After members of the league’s competition committee recommended a closer look at slashing, officials have been instructed that it’s OK to call it more this season. NHL director of officiating Stephen Walkom said the rise in slashing over the past decade came about after the stricter enforcement of hooking and holding following the 2004-05 lockout with players finding new tactics to slow the game down.
“Players started slashing in between the hands and on the hands, and the whacking became hacking became something that became the norm in the game,” Walkom said. “It’s time to have a stronger enforcement to let the players know what they can and can’t do. If you’re going to be whacking a player’s hands six, eight feet from the puck, there’s a good chance that you’re going to be penalized if it’s seen by the officials on the ice.”
So many slashing penalties were called in the first few preseason games that it was somewhat comical. Philadelphia Flyers defenseman Shayne Gostisbehere understands slashing but said he doesn’t know if it should be a penalty when no one knows why the whistle was blown.
Walkom sent a note reminding referees that the intent was to focus on slashes around the hands, not every time a player’s stick hits an opponent in the heavily-padded pants.
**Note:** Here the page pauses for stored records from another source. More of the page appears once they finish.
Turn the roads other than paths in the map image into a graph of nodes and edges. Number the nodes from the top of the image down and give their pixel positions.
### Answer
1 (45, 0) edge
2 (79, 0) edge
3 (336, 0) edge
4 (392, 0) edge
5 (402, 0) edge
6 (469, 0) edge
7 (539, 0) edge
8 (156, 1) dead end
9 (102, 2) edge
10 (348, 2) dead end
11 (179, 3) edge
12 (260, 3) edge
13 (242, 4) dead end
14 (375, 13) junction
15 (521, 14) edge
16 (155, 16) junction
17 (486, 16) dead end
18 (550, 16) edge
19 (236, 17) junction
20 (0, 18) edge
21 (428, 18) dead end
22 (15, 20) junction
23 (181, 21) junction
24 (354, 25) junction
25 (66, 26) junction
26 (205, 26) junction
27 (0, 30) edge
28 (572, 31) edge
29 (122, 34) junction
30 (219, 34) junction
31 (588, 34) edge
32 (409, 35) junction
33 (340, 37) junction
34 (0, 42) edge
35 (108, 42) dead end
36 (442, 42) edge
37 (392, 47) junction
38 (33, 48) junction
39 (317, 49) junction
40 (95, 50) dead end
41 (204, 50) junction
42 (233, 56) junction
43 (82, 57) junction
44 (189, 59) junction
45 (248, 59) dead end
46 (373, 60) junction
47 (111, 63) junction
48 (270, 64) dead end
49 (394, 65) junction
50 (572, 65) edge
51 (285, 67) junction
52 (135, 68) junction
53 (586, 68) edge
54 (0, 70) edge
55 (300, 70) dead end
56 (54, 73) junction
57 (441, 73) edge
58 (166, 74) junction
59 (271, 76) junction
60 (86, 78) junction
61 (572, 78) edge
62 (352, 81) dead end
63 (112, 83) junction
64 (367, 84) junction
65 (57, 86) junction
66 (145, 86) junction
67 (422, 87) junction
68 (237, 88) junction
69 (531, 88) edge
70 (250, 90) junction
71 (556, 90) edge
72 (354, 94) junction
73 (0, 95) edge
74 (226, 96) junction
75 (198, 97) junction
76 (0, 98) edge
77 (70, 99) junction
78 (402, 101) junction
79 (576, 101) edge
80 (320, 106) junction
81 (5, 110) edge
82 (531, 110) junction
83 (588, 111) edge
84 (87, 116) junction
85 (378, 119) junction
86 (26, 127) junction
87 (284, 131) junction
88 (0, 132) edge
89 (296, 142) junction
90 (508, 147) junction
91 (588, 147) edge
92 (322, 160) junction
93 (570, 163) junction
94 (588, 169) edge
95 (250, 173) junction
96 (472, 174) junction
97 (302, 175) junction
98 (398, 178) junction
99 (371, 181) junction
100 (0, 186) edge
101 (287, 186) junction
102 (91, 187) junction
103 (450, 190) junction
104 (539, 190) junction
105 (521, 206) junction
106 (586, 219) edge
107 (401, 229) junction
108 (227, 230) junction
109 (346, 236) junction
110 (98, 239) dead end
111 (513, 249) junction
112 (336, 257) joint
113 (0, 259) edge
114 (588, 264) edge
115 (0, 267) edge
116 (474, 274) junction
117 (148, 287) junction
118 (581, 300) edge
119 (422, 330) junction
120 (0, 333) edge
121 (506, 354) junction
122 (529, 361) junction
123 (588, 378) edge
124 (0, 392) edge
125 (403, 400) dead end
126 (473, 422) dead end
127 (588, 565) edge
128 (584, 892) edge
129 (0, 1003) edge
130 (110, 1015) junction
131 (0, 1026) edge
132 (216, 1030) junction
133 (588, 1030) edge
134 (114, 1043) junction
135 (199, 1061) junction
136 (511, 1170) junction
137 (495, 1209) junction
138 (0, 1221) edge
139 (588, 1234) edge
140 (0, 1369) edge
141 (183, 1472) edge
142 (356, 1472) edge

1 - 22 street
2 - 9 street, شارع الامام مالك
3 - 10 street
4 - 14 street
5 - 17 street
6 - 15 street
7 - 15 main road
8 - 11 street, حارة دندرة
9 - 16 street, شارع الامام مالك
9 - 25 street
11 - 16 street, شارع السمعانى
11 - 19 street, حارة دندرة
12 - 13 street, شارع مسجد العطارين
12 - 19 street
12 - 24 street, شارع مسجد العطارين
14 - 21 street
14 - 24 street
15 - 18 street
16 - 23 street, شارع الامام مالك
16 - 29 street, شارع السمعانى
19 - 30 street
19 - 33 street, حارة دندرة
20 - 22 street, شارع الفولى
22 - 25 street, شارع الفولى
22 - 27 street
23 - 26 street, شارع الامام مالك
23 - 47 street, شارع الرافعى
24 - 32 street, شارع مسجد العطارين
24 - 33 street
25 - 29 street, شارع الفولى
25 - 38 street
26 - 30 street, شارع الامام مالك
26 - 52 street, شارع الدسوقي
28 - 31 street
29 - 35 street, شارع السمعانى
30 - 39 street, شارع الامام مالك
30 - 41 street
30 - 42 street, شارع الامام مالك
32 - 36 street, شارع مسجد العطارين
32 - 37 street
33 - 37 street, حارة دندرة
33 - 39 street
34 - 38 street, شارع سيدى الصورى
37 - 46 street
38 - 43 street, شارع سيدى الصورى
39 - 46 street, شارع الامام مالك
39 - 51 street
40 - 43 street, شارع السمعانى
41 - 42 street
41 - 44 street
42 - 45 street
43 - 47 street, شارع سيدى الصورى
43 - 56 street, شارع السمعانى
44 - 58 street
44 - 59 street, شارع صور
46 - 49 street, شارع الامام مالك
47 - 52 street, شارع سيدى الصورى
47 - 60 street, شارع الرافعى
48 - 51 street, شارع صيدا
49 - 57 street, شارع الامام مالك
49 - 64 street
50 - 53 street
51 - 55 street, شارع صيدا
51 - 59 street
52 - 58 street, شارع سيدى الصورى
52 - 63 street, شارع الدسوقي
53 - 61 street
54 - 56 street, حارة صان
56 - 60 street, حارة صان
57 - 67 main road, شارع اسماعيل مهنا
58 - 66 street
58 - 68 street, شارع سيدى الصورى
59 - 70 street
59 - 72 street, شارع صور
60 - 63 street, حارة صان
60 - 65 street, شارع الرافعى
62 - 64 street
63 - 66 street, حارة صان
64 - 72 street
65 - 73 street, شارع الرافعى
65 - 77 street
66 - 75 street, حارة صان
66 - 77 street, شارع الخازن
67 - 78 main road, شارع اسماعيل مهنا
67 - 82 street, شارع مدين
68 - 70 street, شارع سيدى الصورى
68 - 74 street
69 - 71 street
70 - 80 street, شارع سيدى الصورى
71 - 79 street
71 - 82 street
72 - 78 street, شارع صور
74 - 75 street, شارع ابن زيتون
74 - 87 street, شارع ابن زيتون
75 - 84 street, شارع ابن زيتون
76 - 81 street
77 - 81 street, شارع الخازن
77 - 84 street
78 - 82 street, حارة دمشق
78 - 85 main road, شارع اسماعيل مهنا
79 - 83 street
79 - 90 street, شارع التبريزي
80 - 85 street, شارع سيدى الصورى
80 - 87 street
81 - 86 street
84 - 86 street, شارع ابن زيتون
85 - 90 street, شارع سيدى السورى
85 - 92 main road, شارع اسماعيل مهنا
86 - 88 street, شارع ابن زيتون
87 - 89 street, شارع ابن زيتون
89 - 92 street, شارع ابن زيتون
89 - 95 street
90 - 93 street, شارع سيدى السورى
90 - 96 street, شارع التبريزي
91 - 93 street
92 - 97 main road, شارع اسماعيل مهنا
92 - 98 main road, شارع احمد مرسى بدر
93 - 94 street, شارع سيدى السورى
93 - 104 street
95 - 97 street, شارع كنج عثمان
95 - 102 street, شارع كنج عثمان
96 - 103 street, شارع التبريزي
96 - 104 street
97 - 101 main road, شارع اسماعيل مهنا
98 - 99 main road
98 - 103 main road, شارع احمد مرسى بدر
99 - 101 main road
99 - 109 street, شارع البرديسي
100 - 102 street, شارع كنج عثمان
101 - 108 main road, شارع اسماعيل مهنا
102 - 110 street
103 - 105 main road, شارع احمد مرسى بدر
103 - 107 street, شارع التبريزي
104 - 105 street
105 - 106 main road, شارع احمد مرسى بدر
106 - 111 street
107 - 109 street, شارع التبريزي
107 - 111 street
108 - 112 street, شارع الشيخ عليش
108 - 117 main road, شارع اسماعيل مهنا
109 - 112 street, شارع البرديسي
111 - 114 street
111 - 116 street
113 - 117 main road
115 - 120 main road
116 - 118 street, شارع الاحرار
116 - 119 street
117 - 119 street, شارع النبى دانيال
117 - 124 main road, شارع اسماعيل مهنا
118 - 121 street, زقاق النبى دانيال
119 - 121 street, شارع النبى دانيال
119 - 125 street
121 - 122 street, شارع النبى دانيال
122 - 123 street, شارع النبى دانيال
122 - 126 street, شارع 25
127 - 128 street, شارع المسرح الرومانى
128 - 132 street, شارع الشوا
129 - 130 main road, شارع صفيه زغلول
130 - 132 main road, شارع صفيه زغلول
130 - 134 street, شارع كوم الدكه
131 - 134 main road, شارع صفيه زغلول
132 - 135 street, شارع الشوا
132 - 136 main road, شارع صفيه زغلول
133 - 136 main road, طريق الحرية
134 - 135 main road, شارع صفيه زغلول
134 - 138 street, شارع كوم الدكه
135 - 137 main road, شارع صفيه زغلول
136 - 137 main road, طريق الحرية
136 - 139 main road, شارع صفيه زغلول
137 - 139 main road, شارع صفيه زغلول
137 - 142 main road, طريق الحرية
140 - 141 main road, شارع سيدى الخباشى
Slashing at players’ hands will not only be an area of emphasis on the ice but also from the league office where new vice president of player safety George Parros is watching closely.
The former enforcer said slashes delivered with greater force or directed at players’ fingers will be met with fines and/or suspensions.
“We’re going to try and change player behavior,” Parros said. “We’re certainly trying to get rid of a pattern of a certain type of slash. If that’s like a harder slash on the fingertips as opposed to maybe in the elbow pad or something, that might be something we look at. And if it’s a pattern of a certain type of location slash or if it’s a pattern of a player, we’re going to look to eliminate both of those.”
Reducing unnecessary injuries is just one piece of this tighter enforcement. As with the crackdown on the hooking, holding and interference that mucked games up in the late 1990s and early 2000s, fewer slashes should open the ice up for offensive players at even-strength and potentially lead to more power plays.
“In some ways it’s going to put even bigger premium on getting body position and not being stuck in a position where you have to reach for a guy,” Carolina Hurricanes forward Jeff Skinner said. “Usually that’s a positive sign for getting more opportunities to produce.”
St. Louis Blues coach Mike Yeo said he already noticed players slashing less often a few games into the preseason. That’s one of the intended consequences of calling certain types of slashes more.
“The players are the smartest people in the game relative to the game and they will adjust because nobody wants to sit in the penalty box,” Walkom said. “A lot of it’s reflex and habit, but the players will break old habits with a consistent enforcement.”
Old habits die hard, but it’s easier than healing broken bones.